> **DATA FOR THE TASK**

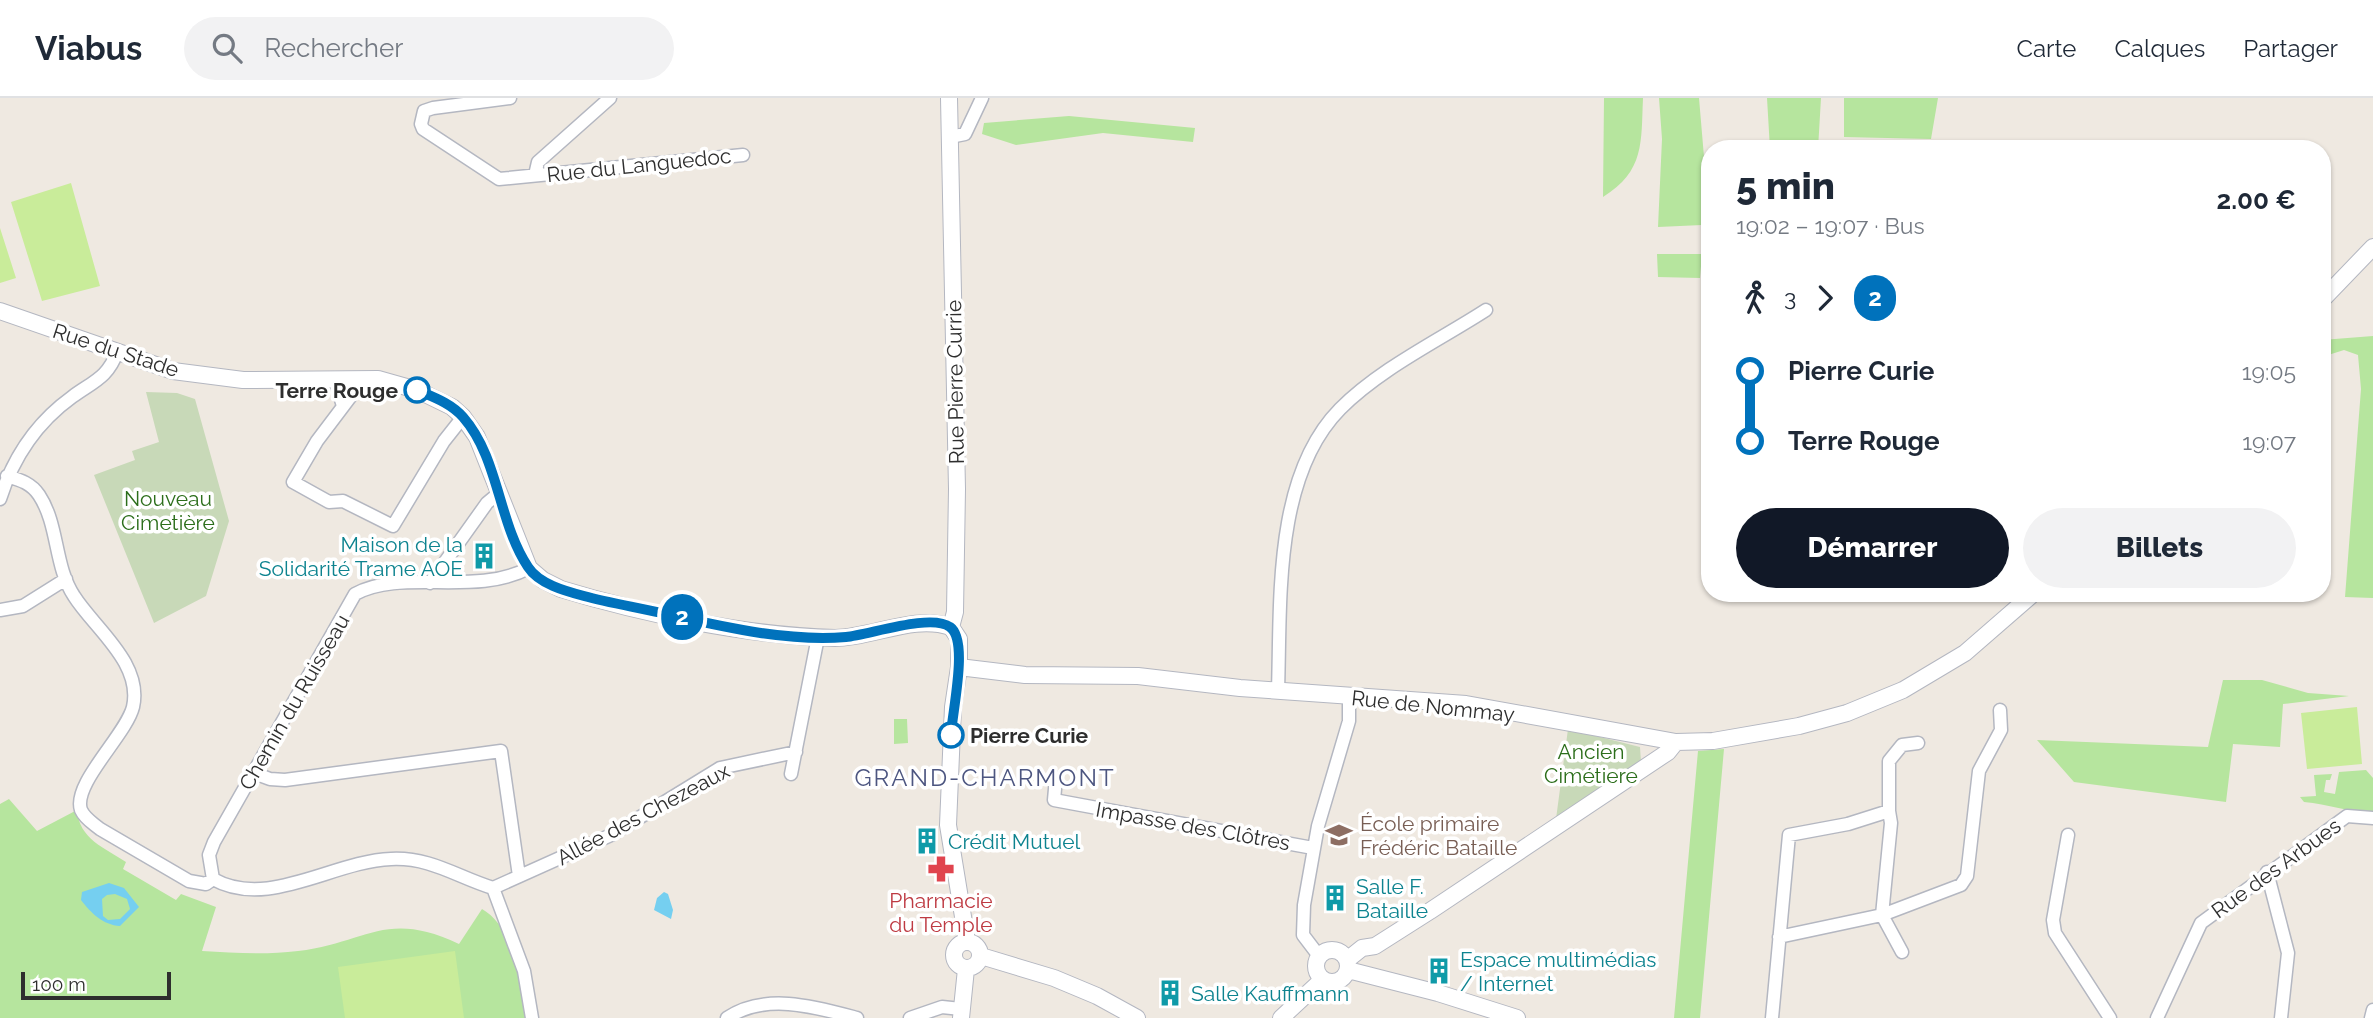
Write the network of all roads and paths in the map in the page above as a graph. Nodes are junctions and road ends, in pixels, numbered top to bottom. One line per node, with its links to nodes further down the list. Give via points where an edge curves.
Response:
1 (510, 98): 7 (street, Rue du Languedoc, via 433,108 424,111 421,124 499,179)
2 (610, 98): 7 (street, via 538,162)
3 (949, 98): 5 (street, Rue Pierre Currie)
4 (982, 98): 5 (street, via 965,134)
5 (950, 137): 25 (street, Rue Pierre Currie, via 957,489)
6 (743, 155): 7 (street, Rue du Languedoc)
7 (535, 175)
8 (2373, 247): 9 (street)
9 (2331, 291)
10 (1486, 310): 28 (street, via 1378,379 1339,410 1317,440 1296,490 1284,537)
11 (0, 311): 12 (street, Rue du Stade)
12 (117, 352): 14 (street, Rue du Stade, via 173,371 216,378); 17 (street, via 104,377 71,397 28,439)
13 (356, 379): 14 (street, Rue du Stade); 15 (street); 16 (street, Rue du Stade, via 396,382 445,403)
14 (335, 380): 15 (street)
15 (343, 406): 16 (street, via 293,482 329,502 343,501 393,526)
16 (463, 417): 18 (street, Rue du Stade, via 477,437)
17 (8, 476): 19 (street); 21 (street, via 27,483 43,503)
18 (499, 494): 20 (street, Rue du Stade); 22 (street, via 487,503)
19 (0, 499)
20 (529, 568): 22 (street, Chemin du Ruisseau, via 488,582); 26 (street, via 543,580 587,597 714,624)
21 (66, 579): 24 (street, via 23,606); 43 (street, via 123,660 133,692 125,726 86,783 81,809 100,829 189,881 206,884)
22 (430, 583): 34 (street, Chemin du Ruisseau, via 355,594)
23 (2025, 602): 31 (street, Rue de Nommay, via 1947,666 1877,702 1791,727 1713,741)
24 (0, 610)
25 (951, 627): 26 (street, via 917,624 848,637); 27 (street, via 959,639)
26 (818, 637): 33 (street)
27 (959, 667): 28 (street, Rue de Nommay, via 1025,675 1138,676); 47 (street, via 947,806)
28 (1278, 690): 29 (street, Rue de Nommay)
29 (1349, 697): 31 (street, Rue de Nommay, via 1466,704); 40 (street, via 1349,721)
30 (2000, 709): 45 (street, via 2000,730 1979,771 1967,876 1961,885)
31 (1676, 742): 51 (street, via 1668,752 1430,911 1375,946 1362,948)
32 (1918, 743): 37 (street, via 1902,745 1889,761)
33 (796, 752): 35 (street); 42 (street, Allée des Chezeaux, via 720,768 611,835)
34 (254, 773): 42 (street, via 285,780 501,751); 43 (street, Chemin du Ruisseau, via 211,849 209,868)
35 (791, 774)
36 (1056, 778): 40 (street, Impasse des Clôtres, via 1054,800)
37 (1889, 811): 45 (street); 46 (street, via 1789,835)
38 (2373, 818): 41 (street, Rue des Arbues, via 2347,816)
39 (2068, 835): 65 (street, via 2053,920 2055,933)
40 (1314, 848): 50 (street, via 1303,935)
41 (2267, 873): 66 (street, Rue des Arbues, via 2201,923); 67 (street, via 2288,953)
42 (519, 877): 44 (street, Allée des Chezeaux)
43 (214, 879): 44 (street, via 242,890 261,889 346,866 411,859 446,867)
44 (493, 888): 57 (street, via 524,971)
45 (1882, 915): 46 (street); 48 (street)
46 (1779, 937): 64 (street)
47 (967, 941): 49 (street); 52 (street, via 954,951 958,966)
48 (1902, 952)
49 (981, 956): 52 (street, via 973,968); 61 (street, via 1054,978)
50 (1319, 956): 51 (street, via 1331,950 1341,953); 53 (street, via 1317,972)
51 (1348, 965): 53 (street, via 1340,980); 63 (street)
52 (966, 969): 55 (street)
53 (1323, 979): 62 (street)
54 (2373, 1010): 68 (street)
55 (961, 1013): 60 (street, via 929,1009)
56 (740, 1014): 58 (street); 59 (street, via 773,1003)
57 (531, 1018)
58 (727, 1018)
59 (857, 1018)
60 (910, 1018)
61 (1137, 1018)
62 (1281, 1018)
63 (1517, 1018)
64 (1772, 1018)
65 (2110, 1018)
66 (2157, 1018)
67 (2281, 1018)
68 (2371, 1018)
* * *
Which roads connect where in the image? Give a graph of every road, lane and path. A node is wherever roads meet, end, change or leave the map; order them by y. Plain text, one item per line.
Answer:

> **EXERCISE DESCRIPTION**
Show all lines of the material in which the word "node" can be found.

> **TASK RESULT**
Write the network of all roads and paths in the map in the page above as a graph. Nodes are junctions and road ends, in pixels, numbered top to bottom. One line per node, with its links to nodes further down the list. Give via points where an edge curves.
Which roads connect where in the image? Give a graph of every road, lane and path. A node is wherever roads meet, end, change or leave the map; order them by y. Plain text, one item per line.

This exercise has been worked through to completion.